━━ Dataset excerpts

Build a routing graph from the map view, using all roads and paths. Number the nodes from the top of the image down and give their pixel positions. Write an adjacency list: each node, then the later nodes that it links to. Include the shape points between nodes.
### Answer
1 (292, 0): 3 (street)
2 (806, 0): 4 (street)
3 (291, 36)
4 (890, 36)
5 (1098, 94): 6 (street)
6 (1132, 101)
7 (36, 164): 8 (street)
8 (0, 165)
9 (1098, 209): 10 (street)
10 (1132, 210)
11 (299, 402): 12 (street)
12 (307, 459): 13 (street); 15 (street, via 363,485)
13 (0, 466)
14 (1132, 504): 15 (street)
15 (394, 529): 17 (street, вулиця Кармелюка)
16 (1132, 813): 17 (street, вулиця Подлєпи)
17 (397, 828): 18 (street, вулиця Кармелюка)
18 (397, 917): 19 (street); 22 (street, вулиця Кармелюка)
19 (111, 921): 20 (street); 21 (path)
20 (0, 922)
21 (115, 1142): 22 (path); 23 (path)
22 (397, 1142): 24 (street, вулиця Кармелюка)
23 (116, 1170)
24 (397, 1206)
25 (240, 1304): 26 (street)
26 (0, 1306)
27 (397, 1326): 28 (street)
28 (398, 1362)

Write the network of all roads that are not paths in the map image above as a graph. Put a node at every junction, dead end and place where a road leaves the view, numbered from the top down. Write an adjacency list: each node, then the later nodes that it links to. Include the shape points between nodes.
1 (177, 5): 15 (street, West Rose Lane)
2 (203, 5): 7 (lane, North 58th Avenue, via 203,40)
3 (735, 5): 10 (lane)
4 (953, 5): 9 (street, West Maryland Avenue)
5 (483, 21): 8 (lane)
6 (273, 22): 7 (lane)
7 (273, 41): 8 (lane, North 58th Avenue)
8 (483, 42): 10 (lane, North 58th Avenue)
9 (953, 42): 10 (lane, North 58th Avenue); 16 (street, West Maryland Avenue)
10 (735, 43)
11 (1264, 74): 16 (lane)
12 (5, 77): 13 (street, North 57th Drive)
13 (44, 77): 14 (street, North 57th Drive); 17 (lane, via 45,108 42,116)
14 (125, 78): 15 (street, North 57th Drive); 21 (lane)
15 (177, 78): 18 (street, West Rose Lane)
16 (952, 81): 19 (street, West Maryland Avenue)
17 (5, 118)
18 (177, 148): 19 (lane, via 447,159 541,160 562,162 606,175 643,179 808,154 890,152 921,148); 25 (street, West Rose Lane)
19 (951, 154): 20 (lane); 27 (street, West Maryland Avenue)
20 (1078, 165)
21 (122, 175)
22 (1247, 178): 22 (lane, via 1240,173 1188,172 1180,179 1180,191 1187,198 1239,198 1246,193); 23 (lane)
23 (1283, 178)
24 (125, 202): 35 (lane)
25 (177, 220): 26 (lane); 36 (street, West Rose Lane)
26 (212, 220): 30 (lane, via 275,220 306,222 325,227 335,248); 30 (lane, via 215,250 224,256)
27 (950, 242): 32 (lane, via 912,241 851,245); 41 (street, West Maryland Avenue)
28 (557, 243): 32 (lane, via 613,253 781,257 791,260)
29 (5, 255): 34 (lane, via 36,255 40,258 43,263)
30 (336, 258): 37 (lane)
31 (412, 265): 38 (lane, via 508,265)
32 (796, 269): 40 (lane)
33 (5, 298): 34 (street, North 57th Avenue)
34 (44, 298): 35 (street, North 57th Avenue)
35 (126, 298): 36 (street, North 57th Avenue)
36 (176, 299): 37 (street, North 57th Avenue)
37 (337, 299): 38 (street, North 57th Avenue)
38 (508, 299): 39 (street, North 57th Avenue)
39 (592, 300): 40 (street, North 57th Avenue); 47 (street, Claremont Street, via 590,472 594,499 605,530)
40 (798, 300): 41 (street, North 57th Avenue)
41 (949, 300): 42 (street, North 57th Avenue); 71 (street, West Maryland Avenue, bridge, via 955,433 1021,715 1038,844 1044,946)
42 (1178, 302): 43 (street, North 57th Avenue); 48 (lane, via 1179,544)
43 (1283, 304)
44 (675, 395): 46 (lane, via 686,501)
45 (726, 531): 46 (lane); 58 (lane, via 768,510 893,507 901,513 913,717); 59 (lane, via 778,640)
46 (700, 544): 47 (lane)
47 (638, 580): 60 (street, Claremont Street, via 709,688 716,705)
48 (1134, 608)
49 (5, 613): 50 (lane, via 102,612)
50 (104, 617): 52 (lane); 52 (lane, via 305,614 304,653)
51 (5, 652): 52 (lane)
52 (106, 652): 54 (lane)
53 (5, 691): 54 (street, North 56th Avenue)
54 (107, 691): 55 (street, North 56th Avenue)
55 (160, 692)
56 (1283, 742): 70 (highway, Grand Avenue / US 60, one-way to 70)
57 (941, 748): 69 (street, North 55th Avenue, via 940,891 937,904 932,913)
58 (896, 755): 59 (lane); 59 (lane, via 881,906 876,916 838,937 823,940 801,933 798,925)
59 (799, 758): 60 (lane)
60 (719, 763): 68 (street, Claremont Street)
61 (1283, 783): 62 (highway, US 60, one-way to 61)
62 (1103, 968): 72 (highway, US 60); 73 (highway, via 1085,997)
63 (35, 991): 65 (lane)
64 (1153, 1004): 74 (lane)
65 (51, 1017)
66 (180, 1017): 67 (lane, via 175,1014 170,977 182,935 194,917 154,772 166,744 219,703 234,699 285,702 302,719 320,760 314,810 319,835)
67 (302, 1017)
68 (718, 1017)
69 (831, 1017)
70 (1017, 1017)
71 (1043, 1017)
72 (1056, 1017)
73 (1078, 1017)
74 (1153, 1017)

━━━━

* Assignment: Give back all of the records exactly as they were provided above.

* Problem solution:
Build a routing graph from the map view, using all roads and paths. Number the nodes from the top of the image down and give their pixel positions. Write an adjacency list: each node, then the later nodes that it links to. Include the shape points between nodes.
### Answer
1 (292, 0): 3 (street)
2 (806, 0): 4 (street)
3 (291, 36)
4 (890, 36)
5 (1098, 94): 6 (street)
6 (1132, 101)
7 (36, 164): 8 (street)
8 (0, 165)
9 (1098, 209): 10 (street)
10 (1132, 210)
11 (299, 402): 12 (street)
12 (307, 459): 13 (street); 15 (street, via 363,485)
13 (0, 466)
14 (1132, 504): 15 (street)
15 (394, 529): 17 (street, вулиця Кармелюка)
16 (1132, 813): 17 (street, вулиця Подлєпи)
17 (397, 828): 18 (street, вулиця Кармелюка)
18 (397, 917): 19 (street); 22 (street, вулиця Кармелюка)
19 (111, 921): 20 (street); 21 (path)
20 (0, 922)
21 (115, 1142): 22 (path); 23 (path)
22 (397, 1142): 24 (street, вулиця Кармелюка)
23 (116, 1170)
24 (397, 1206)
25 (240, 1304): 26 (street)
26 (0, 1306)
27 (397, 1326): 28 (street)
28 (398, 1362)

Write the network of all roads that are not paths in the map image above as a graph. Put a node at every junction, dead end and place where a road leaves the view, numbered from the top down. Write an adjacency list: each node, then the later nodes that it links to. Include the shape points between nodes.
1 (177, 5): 15 (street, West Rose Lane)
2 (203, 5): 7 (lane, North 58th Avenue, via 203,40)
3 (735, 5): 10 (lane)
4 (953, 5): 9 (street, West Maryland Avenue)
5 (483, 21): 8 (lane)
6 (273, 22): 7 (lane)
7 (273, 41): 8 (lane, North 58th Avenue)
8 (483, 42): 10 (lane, North 58th Avenue)
9 (953, 42): 10 (lane, North 58th Avenue); 16 (street, West Maryland Avenue)
10 (735, 43)
11 (1264, 74): 16 (lane)
12 (5, 77): 13 (street, North 57th Drive)
13 (44, 77): 14 (street, North 57th Drive); 17 (lane, via 45,108 42,116)
14 (125, 78): 15 (street, North 57th Drive); 21 (lane)
15 (177, 78): 18 (street, West Rose Lane)
16 (952, 81): 19 (street, West Maryland Avenue)
17 (5, 118)
18 (177, 148): 19 (lane, via 447,159 541,160 562,162 606,175 643,179 808,154 890,152 921,148); 25 (street, West Rose Lane)
19 (951, 154): 20 (lane); 27 (street, West Maryland Avenue)
20 (1078, 165)
21 (122, 175)
22 (1247, 178): 22 (lane, via 1240,173 1188,172 1180,179 1180,191 1187,198 1239,198 1246,193); 23 (lane)
23 (1283, 178)
24 (125, 202): 35 (lane)
25 (177, 220): 26 (lane); 36 (street, West Rose Lane)
26 (212, 220): 30 (lane, via 275,220 306,222 325,227 335,248); 30 (lane, via 215,250 224,256)
27 (950, 242): 32 (lane, via 912,241 851,245); 41 (street, West Maryland Avenue)
28 (557, 243): 32 (lane, via 613,253 781,257 791,260)
29 (5, 255): 34 (lane, via 36,255 40,258 43,263)
30 (336, 258): 37 (lane)
31 (412, 265): 38 (lane, via 508,265)
32 (796, 269): 40 (lane)
33 (5, 298): 34 (street, North 57th Avenue)
34 (44, 298): 35 (street, North 57th Avenue)
35 (126, 298): 36 (street, North 57th Avenue)
36 (176, 299): 37 (street, North 57th Avenue)
37 (337, 299): 38 (street, North 57th Avenue)
38 (508, 299): 39 (street, North 57th Avenue)
39 (592, 300): 40 (street, North 57th Avenue); 47 (street, Claremont Street, via 590,472 594,499 605,530)
40 (798, 300): 41 (street, North 57th Avenue)
41 (949, 300): 42 (street, North 57th Avenue); 71 (street, West Maryland Avenue, bridge, via 955,433 1021,715 1038,844 1044,946)
42 (1178, 302): 43 (street, North 57th Avenue); 48 (lane, via 1179,544)
43 (1283, 304)
44 (675, 395): 46 (lane, via 686,501)
45 (726, 531): 46 (lane); 58 (lane, via 768,510 893,507 901,513 913,717); 59 (lane, via 778,640)
46 (700, 544): 47 (lane)
47 (638, 580): 60 (street, Claremont Street, via 709,688 716,705)
48 (1134, 608)
49 (5, 613): 50 (lane, via 102,612)
50 (104, 617): 52 (lane); 52 (lane, via 305,614 304,653)
51 (5, 652): 52 (lane)
52 (106, 652): 54 (lane)
53 (5, 691): 54 (street, North 56th Avenue)
54 (107, 691): 55 (street, North 56th Avenue)
55 (160, 692)
56 (1283, 742): 70 (highway, Grand Avenue / US 60, one-way to 70)
57 (941, 748): 69 (street, North 55th Avenue, via 940,891 937,904 932,913)
58 (896, 755): 59 (lane); 59 (lane, via 881,906 876,916 838,937 823,940 801,933 798,925)
59 (799, 758): 60 (lane)
60 (719, 763): 68 (street, Claremont Street)
61 (1283, 783): 62 (highway, US 60, one-way to 61)
62 (1103, 968): 72 (highway, US 60); 73 (highway, via 1085,997)
63 (35, 991): 65 (lane)
64 (1153, 1004): 74 (lane)
65 (51, 1017)
66 (180, 1017): 67 (lane, via 175,1014 170,977 182,935 194,917 154,772 166,744 219,703 234,699 285,702 302,719 320,760 314,810 319,835)
67 (302, 1017)
68 (718, 1017)
69 (831, 1017)
70 (1017, 1017)
71 (1043, 1017)
72 (1056, 1017)
73 (1078, 1017)
74 (1153, 1017)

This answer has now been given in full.